D. Cute Sequences
time limit per test
1 second
memory limit per test
256 megabytes
input
standard input
output
standard output

Given a positive integer $m$, we say that a sequence $x_1, x_2, \dots, x_n$ of positive integers is $m$-cute if for every index $i$ such that $2 \le i \le n$ it holds that $x_i = x_{i - 1} + x_{i - 2} + \dots + x_1 + r_i$ for some positive integer $r_i$ satisfying $1 \le r_i \le m$.

You will be given $q$ queries consisting of three positive integers $a$, $b$ and $m$. For each query you must determine whether or not there exists an $m$-cute sequence whose first term is $a$ and whose last term is $b$. If such a sequence exists, you must additionally find an example of it.

Input

The first line contains an integer number $q$ ($1 \le q \le 10^3$) — the number of queries.

Each of the following $q$ lines contains three integers $a$, $b$, and $m$ ($1 \le a, b, m \le 10^{14}$, $a \leq b$), describing a single query.

Output

For each query, if no $m$-cute sequence whose first term is $a$ and whose last term is $b$ exists, print $-1$.

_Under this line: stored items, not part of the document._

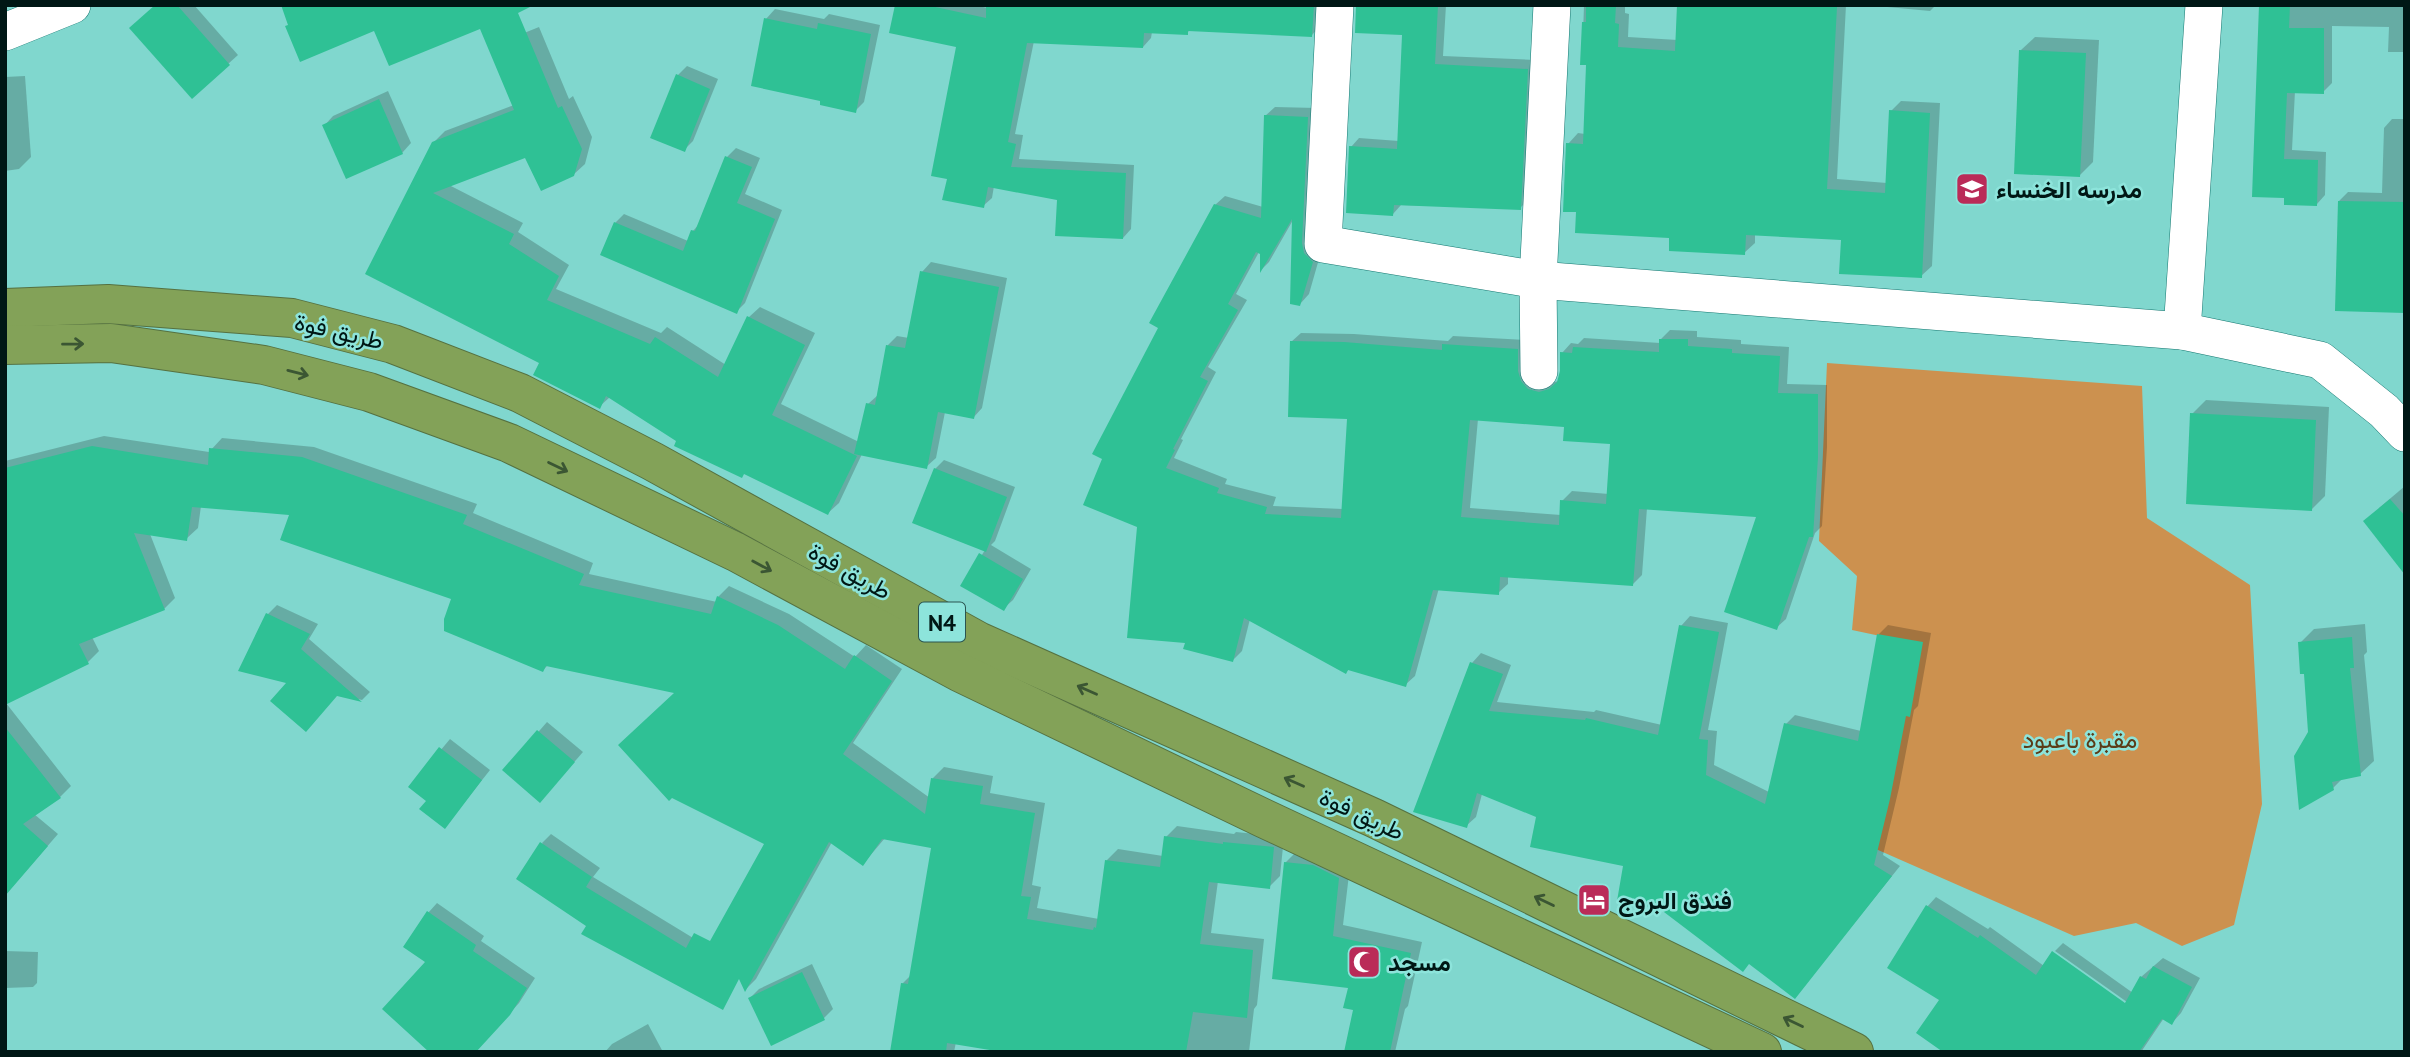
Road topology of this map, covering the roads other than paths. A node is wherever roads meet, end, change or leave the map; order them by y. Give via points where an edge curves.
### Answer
1 (72, 5) edge
2 (1335, 5) edge
3 (1552, 5) edge
4 (2204, 5) edge
5 (5, 32) edge
6 (1538, 280) junction
7 (5, 308) edge
8 (2182, 331) junction
9 (5, 345) edge
10 (1539, 371) dead end
11 (520, 393) junction
12 (2405, 432) edge
13 (509, 443) junction
14 (1762, 1052) edge
15 (1854, 1052) edge

1 - 5 street
2 - 6 street via 1323,244
3 - 6 street
4 - 8 street
6 - 8 street
6 - 10 street
7 - 11 highway, طريق فوة / N4 via 108,304 292,318 393,344
8 - 12 street via 2320,360
9 -> 13 highway, طريق فوة / N4 via 111,343 264,365 369,392
11 - 13 highway
15 -> 11 highway, طريق فوة / N4 via 1374,818 978,641
13 -> 14 highway, طريق فوة / N4 via 736,552 959,672

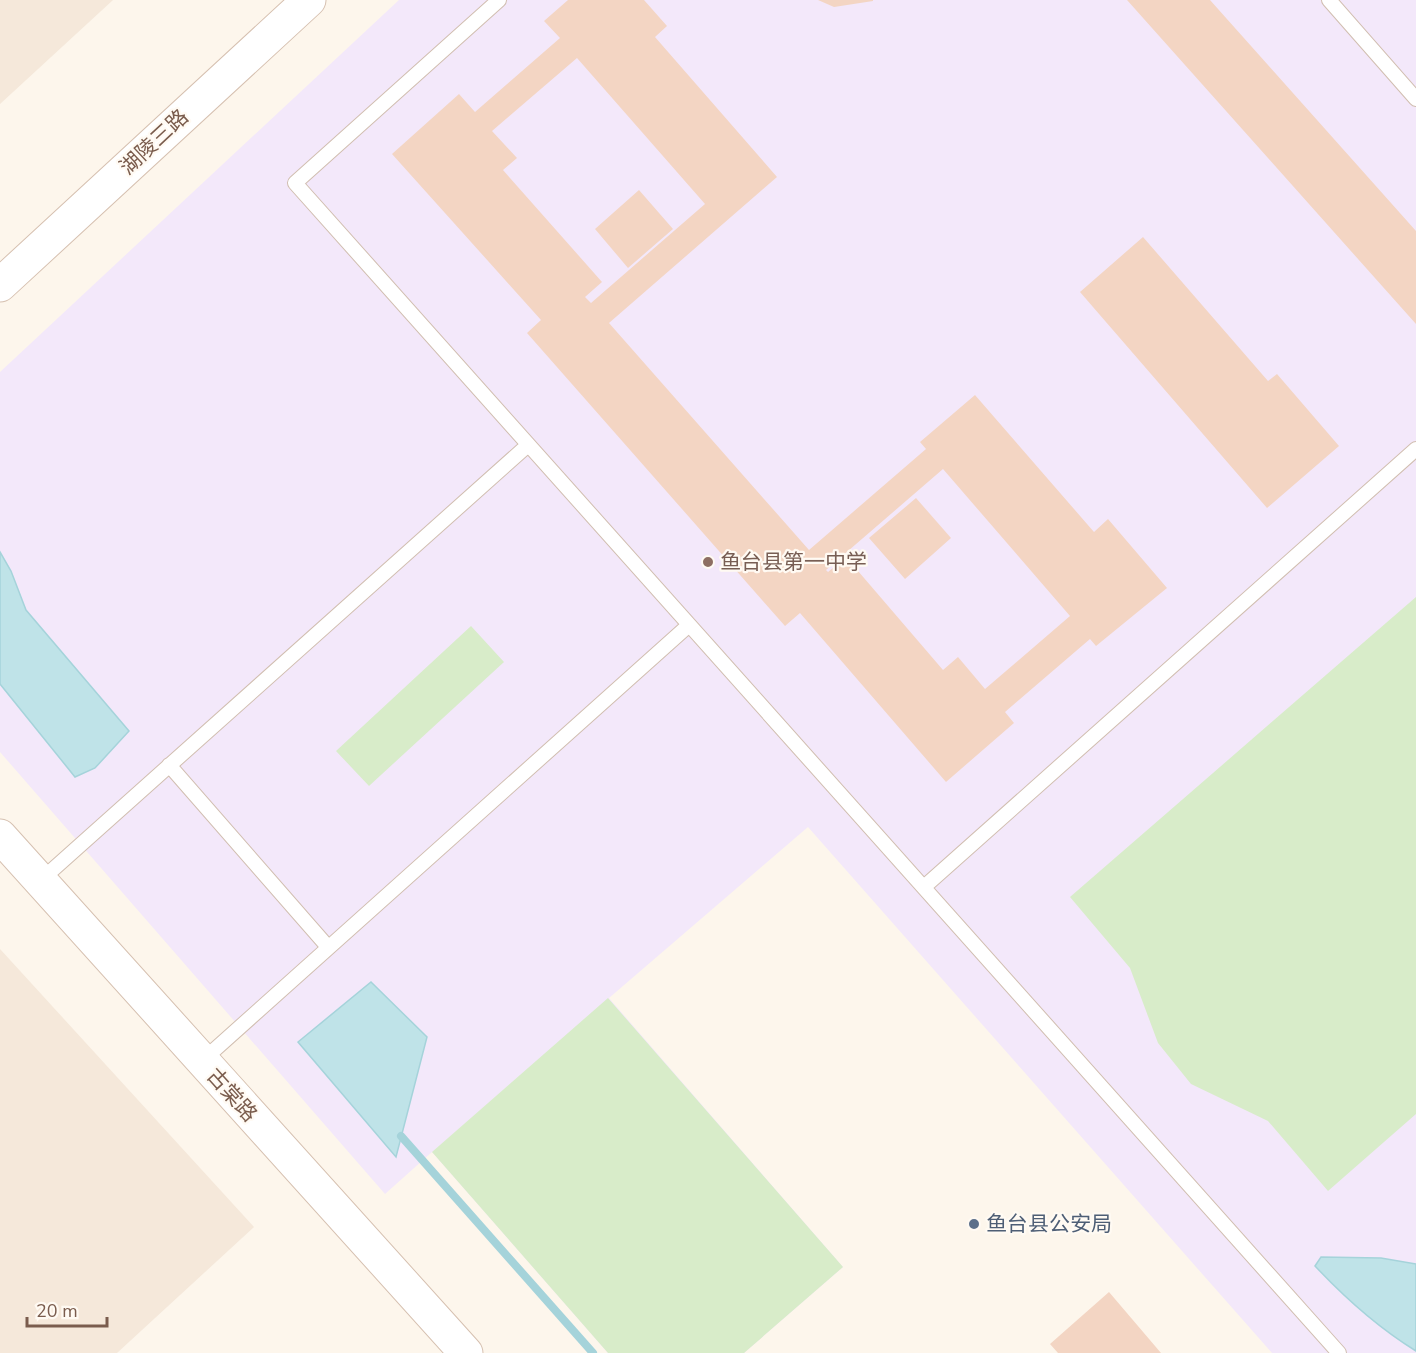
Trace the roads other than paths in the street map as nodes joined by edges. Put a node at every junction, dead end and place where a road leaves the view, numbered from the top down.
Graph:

Otherwise print an integer $k$ ($1 \le k \leq 50$), followed by $k$ integers $x_1, x_2, \dots, x_k$ ($1 \le x_i \le 10^{14}$). These integers must satisfy $x_1 = a$, $x_k = b$, and that the sequence $x_1, x_2, \dots, x_k$ is $m$-cute.

It can be shown that under the problem constraints, for each query either no $m$-cute sequence exists, or there exists one with at most $50$ terms.

If there are multiple possible sequences, you may print any of them.

Example
Input
2
5 26 2
3 9 1

Output
4 5 6 13 26
-1

Note

Consider the sample. In the first query, the sequence $5, 6, 13, 26$ is valid since $6 = 5 + \bf{\color{blue} 1}$, $13 = 6 + 5 + {\bf\color{blue} 2}$ and $26 = 13 + 6 + 5 + {\bf\color{blue} 2}$ have the bold values all between $1$ and $2$, so the sequence is $2$-cute. Other valid sequences, such as $5, 7, 13, 26$ are also accepted.

In the second query, the only possible $1$-cute sequence starting at $3$ is $3, 4, 8, 16, \dots$, which does not contain $9$.